"Scienza dimenticata dalle scuole". Ecco la proposta di Orientagiovani.


Tra gli ospiti della giornata Montezemolo e Jean Todt. Ciampi: “Un’occasione per riflettere sul rapporto tra giovani e cultura scientifica”

“Scienza dimenticata dalle scuole”
ecco la proposta di Orientagiovani

di DANIELE SEMERARO

ROMA – Scienza, tecnologia e occupazione sono i temi che verranno affrontati oggi nella dodicesima giornata nazionale “Orientagiovani” organizzata da Confindustria in collaborazione con Alma Laurea e il ministero dell’Istruzione. Mai come nel secolo appena trascorso, infatti, le nuove tecnologie hanno così profondamente inciso sulla nostra vita. Eppure – denuncia Confindustria – gli iscritti alle facoltà di matematica, fisica e chimica sono ancora troppo pochi. La giornata, allora, servirà ad offrire ai ragazzi l’opportunità di conoscere più da vicino il mondo dell’impresa ed avere indicazioni utili per scelte formative che possano favorire il successivo inserimento professionale.

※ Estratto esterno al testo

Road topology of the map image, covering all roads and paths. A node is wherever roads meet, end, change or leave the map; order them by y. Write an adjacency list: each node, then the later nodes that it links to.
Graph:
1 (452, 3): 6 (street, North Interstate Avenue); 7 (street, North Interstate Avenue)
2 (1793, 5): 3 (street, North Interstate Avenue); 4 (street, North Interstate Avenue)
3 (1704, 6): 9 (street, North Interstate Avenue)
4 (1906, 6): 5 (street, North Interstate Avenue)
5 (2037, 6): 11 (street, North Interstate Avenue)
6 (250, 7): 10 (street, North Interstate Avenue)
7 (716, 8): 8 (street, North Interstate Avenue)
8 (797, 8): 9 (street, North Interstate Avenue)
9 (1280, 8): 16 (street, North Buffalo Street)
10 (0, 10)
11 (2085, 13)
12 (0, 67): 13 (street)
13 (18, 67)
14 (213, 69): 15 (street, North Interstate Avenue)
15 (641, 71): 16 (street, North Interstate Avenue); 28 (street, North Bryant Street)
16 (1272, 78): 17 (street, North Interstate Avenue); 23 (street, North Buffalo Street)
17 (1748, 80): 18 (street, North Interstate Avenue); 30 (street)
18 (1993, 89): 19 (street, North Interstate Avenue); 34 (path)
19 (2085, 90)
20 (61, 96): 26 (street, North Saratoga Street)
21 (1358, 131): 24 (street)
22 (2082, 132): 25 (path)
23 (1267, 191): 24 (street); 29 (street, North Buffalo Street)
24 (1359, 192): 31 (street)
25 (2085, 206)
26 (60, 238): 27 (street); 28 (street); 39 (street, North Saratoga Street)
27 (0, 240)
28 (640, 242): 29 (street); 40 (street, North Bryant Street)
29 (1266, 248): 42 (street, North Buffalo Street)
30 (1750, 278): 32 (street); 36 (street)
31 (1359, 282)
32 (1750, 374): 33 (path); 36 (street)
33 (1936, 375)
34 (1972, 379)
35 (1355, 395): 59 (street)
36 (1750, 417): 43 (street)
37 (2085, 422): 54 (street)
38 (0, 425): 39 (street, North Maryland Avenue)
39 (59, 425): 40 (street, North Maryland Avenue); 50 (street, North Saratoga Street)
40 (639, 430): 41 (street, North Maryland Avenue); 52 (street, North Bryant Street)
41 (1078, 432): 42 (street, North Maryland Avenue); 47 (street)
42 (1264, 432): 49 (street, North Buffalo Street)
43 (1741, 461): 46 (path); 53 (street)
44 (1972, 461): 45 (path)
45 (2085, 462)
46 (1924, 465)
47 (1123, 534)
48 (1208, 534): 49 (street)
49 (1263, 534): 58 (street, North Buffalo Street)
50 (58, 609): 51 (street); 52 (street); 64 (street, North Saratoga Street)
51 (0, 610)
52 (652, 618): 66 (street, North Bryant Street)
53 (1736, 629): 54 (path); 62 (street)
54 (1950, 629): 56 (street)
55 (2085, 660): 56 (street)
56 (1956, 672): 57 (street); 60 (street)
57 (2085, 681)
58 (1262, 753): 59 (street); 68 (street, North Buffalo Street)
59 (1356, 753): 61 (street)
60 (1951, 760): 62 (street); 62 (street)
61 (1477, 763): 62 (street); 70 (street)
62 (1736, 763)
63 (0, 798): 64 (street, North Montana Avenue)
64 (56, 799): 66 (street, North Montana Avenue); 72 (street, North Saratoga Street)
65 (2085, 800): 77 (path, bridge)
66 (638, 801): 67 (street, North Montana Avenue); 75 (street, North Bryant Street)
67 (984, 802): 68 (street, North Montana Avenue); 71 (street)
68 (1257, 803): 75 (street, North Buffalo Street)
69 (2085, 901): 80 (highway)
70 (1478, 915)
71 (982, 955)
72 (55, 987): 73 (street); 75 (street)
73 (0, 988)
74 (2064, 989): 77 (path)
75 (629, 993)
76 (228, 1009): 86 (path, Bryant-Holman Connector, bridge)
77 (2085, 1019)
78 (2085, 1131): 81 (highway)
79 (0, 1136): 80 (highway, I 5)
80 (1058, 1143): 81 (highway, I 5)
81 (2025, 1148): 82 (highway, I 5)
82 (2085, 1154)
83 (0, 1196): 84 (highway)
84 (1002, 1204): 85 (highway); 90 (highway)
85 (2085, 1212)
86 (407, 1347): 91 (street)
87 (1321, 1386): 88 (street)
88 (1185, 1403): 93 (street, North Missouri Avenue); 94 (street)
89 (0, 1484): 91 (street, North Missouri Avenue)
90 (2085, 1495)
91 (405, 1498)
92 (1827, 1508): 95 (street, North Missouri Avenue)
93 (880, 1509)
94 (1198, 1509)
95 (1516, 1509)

“La giornata in realtà – ha detto Alessandro Musmeci, 1direttore generale dei sistemi informativi del Miur – è il più importante di una serie di eventi dedicati alla collaborazione tra scuola, università e aziende. Vogliamo creare spunti di riflessione sulle problematiche scientifiche e tecnologiche relative al mondo attuale e al futuro dei giovani”.

Tra gli interventi più significativi quello di Gianfranco Bologna, direttore scientifico Wwf, quello dell’astronauta Umberto Guidoni e di Jean Todt, direttore generale Ferrari. Chiuderanno la giornata Elio Catania, ad di Ferrovie dello Stato e Luca Cordero di Montezemolo, presidente di Confindustria.
La sessione sarà aperta da un videomessaggio del ministro dell’Istruzione Letizia Moratti. Alla manifestazione parteciperanno oltre 1300 studenti, mentre altri ventunomila seguiranno gli interventi dalla propria scuola tramite il satellite.

I temi che verranno affrontati quest’anno riguardano la scienza e la tecnologia per migliorare la qualità della vita, ma si parlerà anche di meccanica avanzata e wireless. Si cercherà, però, soprattutto di combattere la “crisi delle vocazioni”: “Negli ultimi anni – ha detto Claudio Gentili, direttore del Nucleo Education di Confindustria – i laureati nella media europea tra i 25 e i 64 anni sono 28 su 100; in Italia sono invece 10 su 100, molto al di sotto della media. Per questo – ha aggiunto – Confindustria ha realizzato a partire dallo scorso anno un grande programma insieme al ministero dell’Istruzione per contrastare la crisi delle facoltà scientifiche”.

“Le istituzioni, i centri di alta ricerca, le università, le imprese e le associazioni – si legge in un comunicato inviato oggi alla platea di Orientagiovani dal presidente della Repubblica Carlo Azeglio Ciampi – devono concorrere a diffondere una più forte condivisione sociale del sapere scientifico. Occorre rafforzare – ha detto Ciampi – questo lavoro comune, necessario per realizzare modelli professionali nuovi e competitivi e promuovere orizzonti di crescita sostenibile e durevole, attraverso una piena diffusione dell’economia della conoscenza e dell’ innovazione condivisa”.

Secondo quanto riferito da Alma Laurea, il consorzio di atenei che raggiunge la maggioranza dei laureati italiani, gli iscritti alle facoltà scientifiche trovano un’occupazione in tempi minimi. E la conoscenza delle tecnologie informatiche aumenta del 20% in più la probabilità di trovare lavoro in tempi ragionevoli, anche con una laurea di tipo umanistico.